I agree with the author that getting on the plane early is important. Another
good trick is to try and get seats near the rear of the plane, as many (but
not all) airlines try to board the plane from the rear seats first. This gives
you a better shot at getting space in one of the overhead compartments.

------
gtani
Pretty good blog, i like the other posts on CDbaby vs reverbNation et al and
getting your stuff stolen, which has happened to almost every pro musician
friend of mine except for pianists.

Unfortunately, a guitar in a gig bag is probably not going to survive long on
commercial flights, the way people jam stuff into every last mm-cubed of the
overhead bins. So flight case, or at the very least a softshell case like a
Roadrunner (basically, zippered nylon fabric over lots of stryofoam)

------
tks2103
Holy crap I did not even fathom the possibility that someone could be
indignant about a person wanting to travel with his or her musical instrument.

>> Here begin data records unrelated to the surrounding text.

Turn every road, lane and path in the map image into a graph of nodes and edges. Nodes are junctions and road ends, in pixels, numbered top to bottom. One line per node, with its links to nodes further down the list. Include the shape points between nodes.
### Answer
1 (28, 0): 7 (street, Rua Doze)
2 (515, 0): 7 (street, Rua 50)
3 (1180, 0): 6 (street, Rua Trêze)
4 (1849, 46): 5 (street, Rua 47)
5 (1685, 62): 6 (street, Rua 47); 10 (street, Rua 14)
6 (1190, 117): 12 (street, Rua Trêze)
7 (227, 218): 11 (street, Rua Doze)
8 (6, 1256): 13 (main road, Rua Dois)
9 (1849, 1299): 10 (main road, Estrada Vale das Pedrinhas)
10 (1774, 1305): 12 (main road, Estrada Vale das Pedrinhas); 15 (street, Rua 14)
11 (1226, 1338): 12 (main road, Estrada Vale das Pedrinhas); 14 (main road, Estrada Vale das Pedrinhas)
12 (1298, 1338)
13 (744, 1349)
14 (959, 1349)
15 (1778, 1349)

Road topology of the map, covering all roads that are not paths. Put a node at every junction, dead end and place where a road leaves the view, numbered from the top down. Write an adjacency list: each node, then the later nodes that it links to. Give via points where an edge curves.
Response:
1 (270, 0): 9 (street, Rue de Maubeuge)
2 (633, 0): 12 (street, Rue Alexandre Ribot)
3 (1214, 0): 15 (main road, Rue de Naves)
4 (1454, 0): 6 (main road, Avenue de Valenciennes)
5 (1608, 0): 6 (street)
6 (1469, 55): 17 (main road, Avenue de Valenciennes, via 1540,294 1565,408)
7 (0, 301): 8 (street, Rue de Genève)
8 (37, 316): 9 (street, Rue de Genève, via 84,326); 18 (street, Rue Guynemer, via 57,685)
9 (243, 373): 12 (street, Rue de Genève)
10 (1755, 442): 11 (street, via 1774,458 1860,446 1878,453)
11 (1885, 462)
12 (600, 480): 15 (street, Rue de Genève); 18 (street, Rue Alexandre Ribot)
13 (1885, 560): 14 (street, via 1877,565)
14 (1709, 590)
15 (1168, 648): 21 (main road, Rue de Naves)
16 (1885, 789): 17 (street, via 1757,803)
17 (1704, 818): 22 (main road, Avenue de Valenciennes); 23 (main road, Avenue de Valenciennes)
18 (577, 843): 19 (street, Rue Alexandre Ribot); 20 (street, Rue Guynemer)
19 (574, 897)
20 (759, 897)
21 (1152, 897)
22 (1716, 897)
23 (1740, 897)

I mean, I really don't understand this. Do you like hearing music? Do you like
people playing instruments? If that is the case, then you need to expect that
the situation in which a person NEEDS to take his or her instrument as a CARRY
ON on an airplane occurs VERY OFTEN.

Seriously, there's a guy in this thread complaining about not being able to
carry on his desktop computer, as if that were comparable to a guitar. There's
another guy complaining about 'information ethics'.

The idea that a person will get any amount of hassle at all for taking an
instrument on a plane directly causes less music to be made.

Music is much more important than the minor whiny bullshit people are bitching
about in this thread.

------
001sky
_Technically the airlines must comply "Not later than 2 years after the date
of enactment of this section." So February 14th, 2014_

Lets hope they don't change it (before it takes effect !)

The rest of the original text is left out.